Gentle Monster & Warby Parker Are Working On Google Gemini Smart Glasses
Gentle Monster and Warby Parker are working on smart glasses with Gemini AI, Google's plan to directly compete with Ray-Ban Meta.


Gentle Monster and Warby Parker are working on smart glasses with Gemini AI, Google's plan to directly compete with Ray-Ban Meta.
EssilorLuxottica, Meta's partner which owns the Ray-Ban and Oakley brands, is the largest eyewear company in the world by far. Google reportedly wanted to steal the partnership, a move which Meta fought off by taking a 5% stake in the Franco-Italian company last year. Later this year the companies reportedly plan to launch Oakley Meta glasses.
Gentle Monster and Warby Parker are rising competitors to EssilorLuxottica. While far smaller in scale, they offer similar stylish designs. The US-based Warby Parker has over 270 physical stores in North America, while glasses from the South Korean Gentle Monster brand have become popular with younger people in the US and are worn by celebrities like Beyoncé, Rihanna, Kendrick Lamar, and Billie Eilish.

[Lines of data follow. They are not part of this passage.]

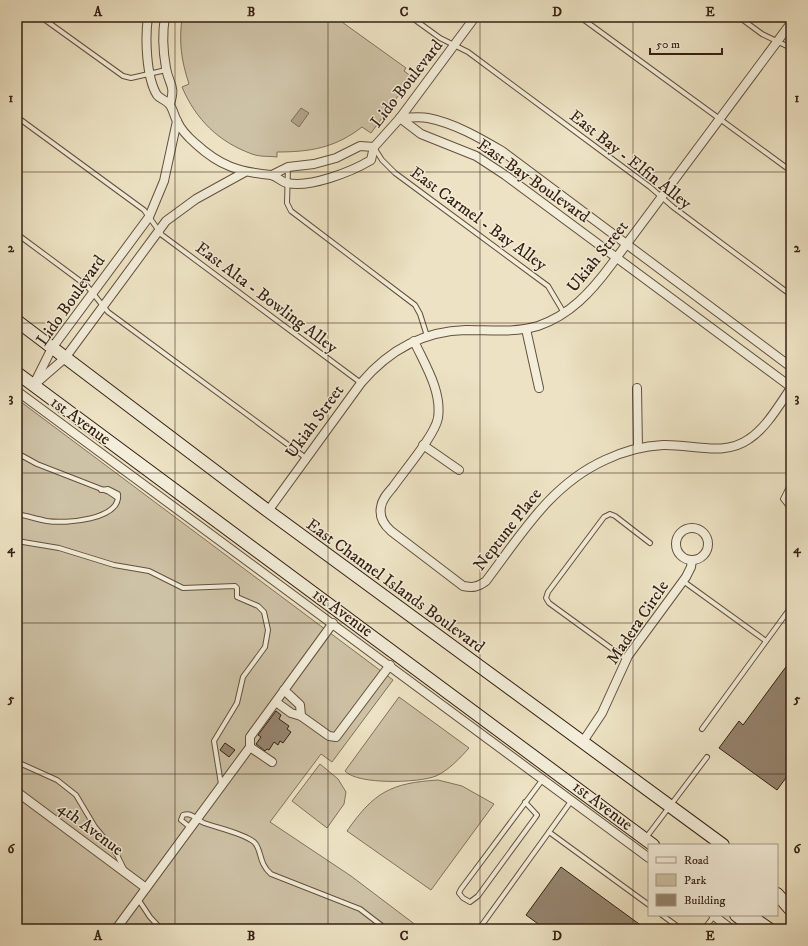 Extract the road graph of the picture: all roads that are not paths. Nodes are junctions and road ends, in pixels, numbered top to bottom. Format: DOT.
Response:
graph roads {
  1 [pos="41,17"];
  2 [pos="148,17"];
  3 [pos="165,17"];
  4 [pos="411,17"];
  5 [pos="475,17"];
  6 [pos="580,17"];
  7 [pos="739,17"];
  8 [pos="791,23"];
  9 [pos="777,42"];
  10 [pos="454,45"];
  11 [pos="791,48"];
  12 [pos="166,70"];
  13 [pos="150,74"];
  14 [pos="170,104"];
  15 [pos="17,117"];
  16 [pos="400,118"];
  17 [pos="720,119"];
  18 [pos="177,122"];
  19 [pos="374,148"];
  20 [pos="288,167"];
  21 [pos="791,171"];
  22 [pos="245,172"];
  23 [pos="272,175"];
  24 [pos="286,183"];
  25 [pos="661,197"];
  26 [pos="149,217"];
  27 [pos="158,230"];
  28 [pos="17,234"];
  29 [pos="627,245"];
  30 [pos="617,258"];
  31 [pos="93,293"];
  32 [pos="791,295"];
  33 [pos="102,306"];
  34 [pos="564,313"];
  35 [pos="17,321"];
  36 [pos="526,329"];
  37 [pos="427,336"];
  38 [pos="414,341"];
  39 [pos="52,348"];
  40 [pos="65,358"];
  41 [pos="791,367"];
  42 [pos="17,373"];
  43 [pos="361,383"];
  44 [pos="34,385"];
  45 [pos="791,387"];
  46 [pos="539,388"];
  47 [pos="637,388"];
  48 [pos="17,391"];
  49 [pos="423,444"];
  50 [pos="638,448"];
  51 [pos="17,453"];
  52 [pos="306,458"];
  53 [pos="458,470"];
  54 [pos="791,484"];
  55 [pos="791,509"];
  56 [pos="268,510"];
  57 [pos="17,514"];
  58 [pos="17,541"];
  59 [pos="650,543"];
  60 [pos="692,560"];
  61 [pos="683,581"];
  62 [pos="791,608"];
  63 [pos="333,623"];
  64 [pos="766,641"];
  65 [pos="627,659"];
  66 [pos="390,665"];
  67 [pos="284,690"];
  68 [pos="276,702"];
  69 [pos="301,716"];
  70 [pos="702,728"];
  71 [pos="582,743"];
  72 [pos="250,747"];
  73 [pos="707,757"];
  74 [pos="17,762"];
  75 [pos="272,762"];
  76 [pos="543,779"];
  77 [pos="222,787"];
  78 [pos="17,792"];
  79 [pos="572,800"];
  80 [pos="525,802"];
  81 [pos="669,807"];
  82 [pos="198,819"];
  83 [pos="191,828"];
  84 [pos="549,832"];
  85 [pos="649,842"];
  86 [pos="721,844"];
  87 [pos="648,857"];
  88 [pos="124,871"];
  89 [pos="146,888"];
  90 [pos="778,895"];
  91 [pos="138,899"];
  92 [pos="648,904"];
  93 [pos="791,910"];
  94 [pos="663,916"];
  95 [pos="713,916"];
  96 [pos="715,916"];
  97 [pos="737,916"];
  98 [pos="750,916"];
  99 [pos="156,925"];
  100 [pos="116,929"];
  101 [pos="161,929"];
  102 [pos="164,929"];
  103 [pos="386,929"];
  104 [pos="479,929"];
  105 [pos="681,929"];
  106 [pos="704,929"];
  107 [pos="731,929"];
  108 [pos="754,929"];
  109 [pos="769,929"];
  1 -- 13 [label="lane"];
  2 -- 13 [label="street"];
  3 -- 12 [label="street"];
  4 -- 10 [label="lane, East Bay - Elfin Alley"];
  5 -- 10 [label="street, Lido Boulevard"];
  6 -- 17 [label="lane"];
  7 -- 9 [label="lane"];
  8 -- 9 [label="street, Ukiah Street"];
  9 -- 11 [label="lane"];
  9 -- 17 [label="street, Ukiah Street"];
  10 -- 16 [label="street, Lido Boulevard"];
  10 -- 25 [label="lane, East Bay - Elfin Alley"];
  12 -- 13 [label="lane"];
  12 -- 14 [label="street"];
  13 -- 14 [label="street"];
  14 -- 18 [label="street"];
  15 -- 26 [label="lane, East Alta - Bowling Alley"];
  16 -- 19 [label="street, Lido Boulevard"];
  16 -- 29 [label="street, East Bay Boulevard"];
  16 -- 30 [label="street, East Bay Boulevard"];
  17 -- 21 [label="lane"];
  17 -- 25 [label="street, Ukiah Street"];
  18 -- 22 [label="street"];
  18 -- 26 [label="street, Lido Boulevard"];
  19 -- 20 [label="street, Lido Boulevard"];
  19 -- 24 [label="street, Lido Boulevard"];
  19 -- 34 [label="lane, East Carmel - Bay Alley"];
  20 -- 23 [label="street, Lido Boulevard"];
  20 -- 24 [label="lane"];
  22 -- 23 [label="street"];
  22 -- 27 [label="street, Lido Boulevard"];
  23 -- 24 [label="street"];
  24 -- 37 [label="lane"];
  25 -- 29 [label="street, Ukiah Street"];
  25 -- 32 [label="lane, East Bay - Elfin Alley"];
  26 -- 27 [label="lane, East Alta - Bowling Alley"];
  26 -- 31 [label="street, Lido Boulevard"];
  27 -- 33 [label="street, Lido Boulevard"];
  27 -- 43 [label="lane, East Alta - Bowling Alley"];
  28 -- 31 [label="lane"];
  29 -- 30 [label="street, Ukiah Street"];
  29 -- 41 [label="street, East Bay Boulevard"];
  30 -- 34 [label="street, Ukiah Street"];
  30 -- 45 [label="street, East Bay Boulevard"];
  31 -- 33 [label="lane"];
  31 -- 39 [label="street, Lido Boulevard"];
  33 -- 40 [label="street, Lido Boulevard"];
  33 -- 52 [label="lane"];
  34 -- 36 [label="street, Ukiah Street"];
  35 -- 39 [label="main road, East Channel Islands Boulevard"];
  36 -- 37 [label="street, Ukiah Street"];
  36 -- 46 [label="street"];
  37 -- 38 [label="street, Ukiah Street"];
  38 -- 43 [label="street, Ukiah Street"];
  38 -- 49 [label="street, Neptune Place"];
  39 -- 40 [label="main road, East Channel Islands Boulevard"];
  39 -- 44 [label="street, Lido Boulevard"];
  40 -- 44 [label="street, Lido Boulevard"];
  40 -- 56 [label="main road, East Channel Islands Boulevard"];
  42 -- 44 [label="main road"];
  43 -- 52 [label="street, Ukiah Street"];
  44 -- 85 [label="main road"];
  45 -- 50 [label="street, Neptune Place"];
  47 -- 50 [label="street"];
  48 -- 63 [label="street, 1st Avenue"];
  49 -- 50 [label="street, Neptune Place"];
  49 -- 53 [label="street"];
  51 -- 57 [label="lane"];
  52 -- 56 [label="street, Ukiah Street"];
  54 -- 55 [label="lane"];
  56 -- 71 [label="main road, East Channel Islands Boulevard"];
  58 -- 77 [label="lane"];
  59 -- 65 [label="lane"];
  60 -- 60 [label="street"];
  60 -- 61 [label="street, Madera Circle"];
  61 -- 64 [label="lane"];
  61 -- 65 [label="street, Madera Circle"];
  62 -- 64 [label="lane"];
  63 -- 66 [label="street, 1st Avenue"];
  63 -- 67 [label="street"];
  64 -- 70 [label="lane"];
  65 -- 71 [label="street, Madera Circle"];
  66 -- 69 [label="street"];
  66 -- 76 [label="street, 1st Avenue"];
  67 -- 68 [label="street"];
  67 -- 69 [label="street"];
  68 -- 69 [label="street"];
  68 -- 72 [label="street"];
  71 -- 81 [label="main road, East Channel Islands Boulevard"];
  72 -- 75 [label="street"];
  72 -- 77 [label="street"];
  73 -- 81 [label="lane"];
  74 -- 88 [label="lane"];
  76 -- 79 [label="street, 1st Avenue"];
  76 -- 80 [label="lane"];
  77 -- 82 [label="street"];
  78 -- 88 [label="street, 4th Avenue"];
  79 -- 84 [label="lane"];
  79 -- 87 [label="street, 1st Avenue"];
  80 -- 80 [label="lane"];
  81 -- 85 [label="lane"];
  81 -- 86 [label="main road, East Channel Islands Boulevard"];
  82 -- 83 [label="street"];
  82 -- 83 [label="lane"];
  82 -- 103 [label="lane"];
  83 -- 89 [label="street"];
  84 -- 92 [label="lane"];
  84 -- 104 [label="lane"];
  88 -- 89 [label="street, 4th Avenue"];
  89 -- 91 [label="street"];
  90 -- 93 [label="main road"];
  91 -- 99 [label="lane"];
  91 -- 100 [label="street"];
  94 -- 105 [label="lane"];
  95 -- 106 [label="lane"];
  96 -- 107 [label="street"];
  97 -- 108 [label="main road"];
  98 -- 109 [label="main road"];
  99 -- 101 [label="lane"];
  99 -- 102 [label="lane"];
}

The company says it will also work with Kering Eyewear, one of EssilorLuxottica's largest competitors, in the future.
Google is thus taking the same approach as Meta, partnering with existing stylish glasses brands to reach consumers with appealing smart glasses they'll actually want to wear in daily life - a drastically different approach to last decade's Google Glass.
The HUD Is "Optional"
Google confirmed that all Android XR smart glasses will have a camera, microphones and speakers. But the company says that the in-lens display that enables the small HUD it has been showing off will be "optional". The Android XR HUD, optional for smart glasses makers.
There's no word yet on whether the Gentle Monster and Warby Parker smart glasses will include the HUD, nor whether the future Kering Eyewear will.
Google says it's also working with Samsung to create "a software and reference hardware platform that will enable the ecosystem to make great glasses". It's unclear whether this means Samsung isn't yet making its own glasses, as The Information reported in October.